And even if her gaze avoids stylizing such buildings into monuments, instead always embedding them into their village and landscape settings, Ursula Schulz-Dornburg nonetheless succeeds in capturing both the beauty of this so-called anonymous architecture, its assertive potency and distinctive cultural import.

"Residential buildings, rice storage facilities, and houses for the dead stand there like spaceships that have just landed. Stranded amidst rampant vegetation, yet ready to lift off at any moment, serviced and brought to life by people who are unhurried because they perceive both great things in small in their proper context." (Peter Kammerer)

Through these images, we realize that such houses for the living and for the dead can be created only through community.

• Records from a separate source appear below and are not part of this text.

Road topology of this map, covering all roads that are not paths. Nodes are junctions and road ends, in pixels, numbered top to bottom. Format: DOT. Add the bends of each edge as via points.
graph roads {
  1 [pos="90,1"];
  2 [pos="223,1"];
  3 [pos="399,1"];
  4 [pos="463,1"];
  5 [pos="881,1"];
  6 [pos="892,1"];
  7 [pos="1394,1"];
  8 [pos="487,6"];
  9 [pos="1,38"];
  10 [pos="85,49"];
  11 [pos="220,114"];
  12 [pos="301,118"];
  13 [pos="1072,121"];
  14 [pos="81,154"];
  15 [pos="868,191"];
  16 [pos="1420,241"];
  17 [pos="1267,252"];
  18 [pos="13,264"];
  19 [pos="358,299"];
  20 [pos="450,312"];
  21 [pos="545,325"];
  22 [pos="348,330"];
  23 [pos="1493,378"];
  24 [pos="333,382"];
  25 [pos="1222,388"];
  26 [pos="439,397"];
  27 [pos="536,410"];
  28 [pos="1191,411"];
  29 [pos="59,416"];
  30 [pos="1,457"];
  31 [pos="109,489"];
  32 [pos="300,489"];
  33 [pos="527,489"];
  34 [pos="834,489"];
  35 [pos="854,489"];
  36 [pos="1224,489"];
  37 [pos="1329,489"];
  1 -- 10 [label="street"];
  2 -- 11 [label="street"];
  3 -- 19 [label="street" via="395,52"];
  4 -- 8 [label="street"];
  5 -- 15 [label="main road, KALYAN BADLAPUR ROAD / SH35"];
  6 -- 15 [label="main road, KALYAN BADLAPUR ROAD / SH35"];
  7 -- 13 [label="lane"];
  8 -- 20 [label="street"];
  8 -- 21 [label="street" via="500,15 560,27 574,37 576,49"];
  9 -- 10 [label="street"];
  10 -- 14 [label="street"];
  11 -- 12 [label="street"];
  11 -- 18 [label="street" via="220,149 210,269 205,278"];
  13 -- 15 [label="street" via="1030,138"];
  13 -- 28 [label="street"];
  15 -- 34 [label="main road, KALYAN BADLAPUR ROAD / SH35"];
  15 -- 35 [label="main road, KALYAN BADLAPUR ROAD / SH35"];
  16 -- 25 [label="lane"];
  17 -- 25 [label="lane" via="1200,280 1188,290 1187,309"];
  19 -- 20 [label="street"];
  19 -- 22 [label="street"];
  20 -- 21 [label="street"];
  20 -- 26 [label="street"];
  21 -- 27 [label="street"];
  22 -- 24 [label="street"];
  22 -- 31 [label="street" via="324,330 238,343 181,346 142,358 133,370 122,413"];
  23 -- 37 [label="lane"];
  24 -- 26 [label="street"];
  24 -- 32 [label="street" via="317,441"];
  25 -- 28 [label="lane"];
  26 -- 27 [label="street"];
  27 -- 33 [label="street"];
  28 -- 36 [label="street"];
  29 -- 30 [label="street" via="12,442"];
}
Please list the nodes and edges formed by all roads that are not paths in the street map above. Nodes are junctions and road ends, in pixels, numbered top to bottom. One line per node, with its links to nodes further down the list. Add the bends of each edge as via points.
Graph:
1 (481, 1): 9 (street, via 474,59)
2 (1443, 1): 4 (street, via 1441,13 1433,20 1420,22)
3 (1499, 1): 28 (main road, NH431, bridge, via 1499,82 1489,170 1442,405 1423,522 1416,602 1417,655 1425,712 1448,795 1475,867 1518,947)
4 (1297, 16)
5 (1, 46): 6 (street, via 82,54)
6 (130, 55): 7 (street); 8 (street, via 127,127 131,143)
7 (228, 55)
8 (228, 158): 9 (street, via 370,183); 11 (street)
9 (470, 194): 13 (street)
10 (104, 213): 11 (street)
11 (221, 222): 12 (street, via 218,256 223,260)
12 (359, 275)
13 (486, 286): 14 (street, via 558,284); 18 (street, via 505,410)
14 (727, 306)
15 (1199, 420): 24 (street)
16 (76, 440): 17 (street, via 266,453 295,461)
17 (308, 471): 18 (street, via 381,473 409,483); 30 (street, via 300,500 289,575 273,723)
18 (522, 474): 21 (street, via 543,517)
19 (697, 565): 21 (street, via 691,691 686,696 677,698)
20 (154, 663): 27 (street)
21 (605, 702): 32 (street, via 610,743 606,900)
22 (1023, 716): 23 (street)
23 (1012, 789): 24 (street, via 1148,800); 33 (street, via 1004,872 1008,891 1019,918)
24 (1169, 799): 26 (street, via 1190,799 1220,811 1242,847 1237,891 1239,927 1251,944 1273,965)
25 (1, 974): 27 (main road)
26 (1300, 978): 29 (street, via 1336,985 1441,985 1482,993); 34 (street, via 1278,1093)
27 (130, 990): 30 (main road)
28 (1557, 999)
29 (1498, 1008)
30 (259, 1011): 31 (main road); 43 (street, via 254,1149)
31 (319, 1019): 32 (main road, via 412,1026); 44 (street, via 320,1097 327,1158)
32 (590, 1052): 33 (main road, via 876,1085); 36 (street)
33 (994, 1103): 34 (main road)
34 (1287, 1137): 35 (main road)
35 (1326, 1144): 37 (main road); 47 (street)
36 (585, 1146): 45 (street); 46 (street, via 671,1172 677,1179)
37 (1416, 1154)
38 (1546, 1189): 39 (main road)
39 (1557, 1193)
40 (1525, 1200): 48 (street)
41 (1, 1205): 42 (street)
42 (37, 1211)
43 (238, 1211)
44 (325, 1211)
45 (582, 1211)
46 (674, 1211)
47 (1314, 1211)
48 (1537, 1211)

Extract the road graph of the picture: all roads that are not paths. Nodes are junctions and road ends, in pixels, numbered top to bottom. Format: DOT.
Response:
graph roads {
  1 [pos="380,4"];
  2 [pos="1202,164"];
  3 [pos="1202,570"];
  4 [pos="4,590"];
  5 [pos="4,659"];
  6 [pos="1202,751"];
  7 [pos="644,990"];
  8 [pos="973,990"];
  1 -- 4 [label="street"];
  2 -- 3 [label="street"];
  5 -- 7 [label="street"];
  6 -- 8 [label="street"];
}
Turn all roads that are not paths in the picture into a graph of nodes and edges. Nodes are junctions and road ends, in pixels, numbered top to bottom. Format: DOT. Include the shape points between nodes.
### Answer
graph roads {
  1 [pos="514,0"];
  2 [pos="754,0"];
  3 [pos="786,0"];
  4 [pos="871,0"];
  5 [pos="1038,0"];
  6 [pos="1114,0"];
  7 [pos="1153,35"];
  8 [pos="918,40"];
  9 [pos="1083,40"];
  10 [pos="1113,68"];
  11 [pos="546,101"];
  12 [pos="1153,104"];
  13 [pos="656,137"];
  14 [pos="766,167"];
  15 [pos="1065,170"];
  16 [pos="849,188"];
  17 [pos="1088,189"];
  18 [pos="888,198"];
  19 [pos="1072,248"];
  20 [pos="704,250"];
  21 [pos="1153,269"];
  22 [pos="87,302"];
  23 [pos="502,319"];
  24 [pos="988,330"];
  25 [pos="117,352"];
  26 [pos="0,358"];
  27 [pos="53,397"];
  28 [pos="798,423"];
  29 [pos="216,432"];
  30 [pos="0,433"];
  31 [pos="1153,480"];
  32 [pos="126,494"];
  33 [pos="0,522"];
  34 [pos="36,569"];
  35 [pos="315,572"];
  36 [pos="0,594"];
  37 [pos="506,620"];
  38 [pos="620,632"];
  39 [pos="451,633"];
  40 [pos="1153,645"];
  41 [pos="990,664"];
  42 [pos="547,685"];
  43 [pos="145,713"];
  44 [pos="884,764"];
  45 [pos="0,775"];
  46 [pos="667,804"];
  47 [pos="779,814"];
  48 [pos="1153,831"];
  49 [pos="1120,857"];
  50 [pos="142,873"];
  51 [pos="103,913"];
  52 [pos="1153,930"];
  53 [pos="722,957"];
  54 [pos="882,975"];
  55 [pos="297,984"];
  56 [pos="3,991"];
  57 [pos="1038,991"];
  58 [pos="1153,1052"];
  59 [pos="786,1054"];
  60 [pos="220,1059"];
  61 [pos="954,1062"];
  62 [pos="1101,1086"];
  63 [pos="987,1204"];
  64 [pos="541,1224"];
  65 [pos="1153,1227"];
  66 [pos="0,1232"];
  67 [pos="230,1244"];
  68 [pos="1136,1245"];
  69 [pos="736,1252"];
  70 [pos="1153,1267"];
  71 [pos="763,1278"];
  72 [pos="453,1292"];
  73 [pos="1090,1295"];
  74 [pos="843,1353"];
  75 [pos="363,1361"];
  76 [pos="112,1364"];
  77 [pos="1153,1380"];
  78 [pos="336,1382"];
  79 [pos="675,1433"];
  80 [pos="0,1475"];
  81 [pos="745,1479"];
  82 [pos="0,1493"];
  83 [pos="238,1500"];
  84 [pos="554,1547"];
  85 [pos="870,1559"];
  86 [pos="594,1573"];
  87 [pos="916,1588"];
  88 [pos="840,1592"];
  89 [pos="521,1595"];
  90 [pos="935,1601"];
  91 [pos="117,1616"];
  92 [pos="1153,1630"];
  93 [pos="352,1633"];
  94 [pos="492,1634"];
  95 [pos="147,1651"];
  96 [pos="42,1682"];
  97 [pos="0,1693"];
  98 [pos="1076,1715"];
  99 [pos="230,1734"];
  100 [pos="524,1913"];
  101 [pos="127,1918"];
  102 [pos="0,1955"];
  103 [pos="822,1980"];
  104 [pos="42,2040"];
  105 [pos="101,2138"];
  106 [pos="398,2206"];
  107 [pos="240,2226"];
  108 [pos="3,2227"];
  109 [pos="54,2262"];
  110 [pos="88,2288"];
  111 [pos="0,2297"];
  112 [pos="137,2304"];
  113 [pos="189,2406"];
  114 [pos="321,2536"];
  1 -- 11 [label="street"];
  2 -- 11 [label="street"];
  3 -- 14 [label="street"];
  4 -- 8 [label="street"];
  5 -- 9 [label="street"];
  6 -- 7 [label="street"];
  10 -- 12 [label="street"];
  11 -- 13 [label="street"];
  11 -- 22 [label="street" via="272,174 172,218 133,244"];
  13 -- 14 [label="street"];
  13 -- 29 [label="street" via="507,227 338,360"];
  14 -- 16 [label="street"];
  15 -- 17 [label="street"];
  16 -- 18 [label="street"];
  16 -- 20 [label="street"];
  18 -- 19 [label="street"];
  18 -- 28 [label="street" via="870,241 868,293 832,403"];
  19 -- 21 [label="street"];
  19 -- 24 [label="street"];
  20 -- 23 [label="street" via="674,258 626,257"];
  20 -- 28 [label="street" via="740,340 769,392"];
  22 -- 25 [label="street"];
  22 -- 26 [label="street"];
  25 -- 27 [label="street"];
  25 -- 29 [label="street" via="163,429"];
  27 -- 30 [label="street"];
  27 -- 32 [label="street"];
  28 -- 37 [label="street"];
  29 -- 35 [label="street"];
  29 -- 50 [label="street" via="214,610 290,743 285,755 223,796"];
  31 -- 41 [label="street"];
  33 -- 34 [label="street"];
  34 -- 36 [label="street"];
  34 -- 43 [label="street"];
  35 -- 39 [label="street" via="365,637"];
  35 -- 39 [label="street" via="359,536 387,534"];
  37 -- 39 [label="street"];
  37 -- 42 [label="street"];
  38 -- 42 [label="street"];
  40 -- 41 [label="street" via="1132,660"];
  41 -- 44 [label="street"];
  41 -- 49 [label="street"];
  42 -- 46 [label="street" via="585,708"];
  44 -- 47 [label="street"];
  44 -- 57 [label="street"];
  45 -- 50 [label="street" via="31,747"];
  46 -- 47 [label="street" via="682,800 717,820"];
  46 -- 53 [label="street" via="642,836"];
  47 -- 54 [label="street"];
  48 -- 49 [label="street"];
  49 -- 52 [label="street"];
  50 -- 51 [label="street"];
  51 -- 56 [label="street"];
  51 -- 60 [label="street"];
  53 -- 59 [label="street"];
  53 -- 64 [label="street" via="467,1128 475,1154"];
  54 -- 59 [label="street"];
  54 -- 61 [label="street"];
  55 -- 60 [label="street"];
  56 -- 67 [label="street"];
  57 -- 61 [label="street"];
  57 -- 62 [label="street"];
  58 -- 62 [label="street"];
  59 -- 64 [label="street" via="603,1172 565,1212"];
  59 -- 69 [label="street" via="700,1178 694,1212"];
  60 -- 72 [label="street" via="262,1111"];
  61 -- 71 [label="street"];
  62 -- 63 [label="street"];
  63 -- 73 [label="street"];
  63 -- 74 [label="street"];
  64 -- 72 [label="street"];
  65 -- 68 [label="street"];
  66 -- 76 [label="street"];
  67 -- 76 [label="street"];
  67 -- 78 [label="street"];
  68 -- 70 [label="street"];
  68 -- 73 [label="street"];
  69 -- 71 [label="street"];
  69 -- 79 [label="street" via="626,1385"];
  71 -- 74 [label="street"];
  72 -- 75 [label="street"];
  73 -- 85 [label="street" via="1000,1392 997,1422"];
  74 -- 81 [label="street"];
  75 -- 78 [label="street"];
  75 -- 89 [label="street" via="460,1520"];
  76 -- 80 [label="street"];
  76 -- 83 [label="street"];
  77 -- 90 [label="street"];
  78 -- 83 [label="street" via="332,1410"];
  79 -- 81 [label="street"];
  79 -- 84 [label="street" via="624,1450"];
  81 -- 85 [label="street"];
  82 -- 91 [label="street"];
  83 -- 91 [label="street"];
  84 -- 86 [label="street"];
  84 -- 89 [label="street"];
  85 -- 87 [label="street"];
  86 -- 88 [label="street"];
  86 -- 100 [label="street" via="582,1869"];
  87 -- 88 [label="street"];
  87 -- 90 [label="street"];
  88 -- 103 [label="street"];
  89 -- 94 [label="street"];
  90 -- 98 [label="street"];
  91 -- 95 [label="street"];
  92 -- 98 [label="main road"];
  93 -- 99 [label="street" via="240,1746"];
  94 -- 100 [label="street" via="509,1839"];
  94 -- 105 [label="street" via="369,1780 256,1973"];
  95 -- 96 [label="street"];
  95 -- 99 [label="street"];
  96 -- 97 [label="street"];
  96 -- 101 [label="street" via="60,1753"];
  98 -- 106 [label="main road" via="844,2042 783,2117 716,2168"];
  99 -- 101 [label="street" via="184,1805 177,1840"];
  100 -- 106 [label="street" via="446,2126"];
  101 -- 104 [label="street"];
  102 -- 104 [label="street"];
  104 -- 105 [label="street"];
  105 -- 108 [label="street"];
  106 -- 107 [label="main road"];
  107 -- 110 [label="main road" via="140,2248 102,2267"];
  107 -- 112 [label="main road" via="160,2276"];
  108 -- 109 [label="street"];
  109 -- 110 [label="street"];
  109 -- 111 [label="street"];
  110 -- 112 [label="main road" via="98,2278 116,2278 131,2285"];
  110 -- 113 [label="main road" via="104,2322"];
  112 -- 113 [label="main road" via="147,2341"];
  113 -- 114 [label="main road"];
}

We also become aware of the dangers faced by human individuals in their environments, the way in which cultural identity is too often threatened by political and economic pressures.

This photographer’s tranquil black-and-white images elude the hurried glance. To absorb them means to open oneself to new encounters and experiences – to places of residence and ritual, to nature, to beauty, to vulnerability, and to the ephemeral.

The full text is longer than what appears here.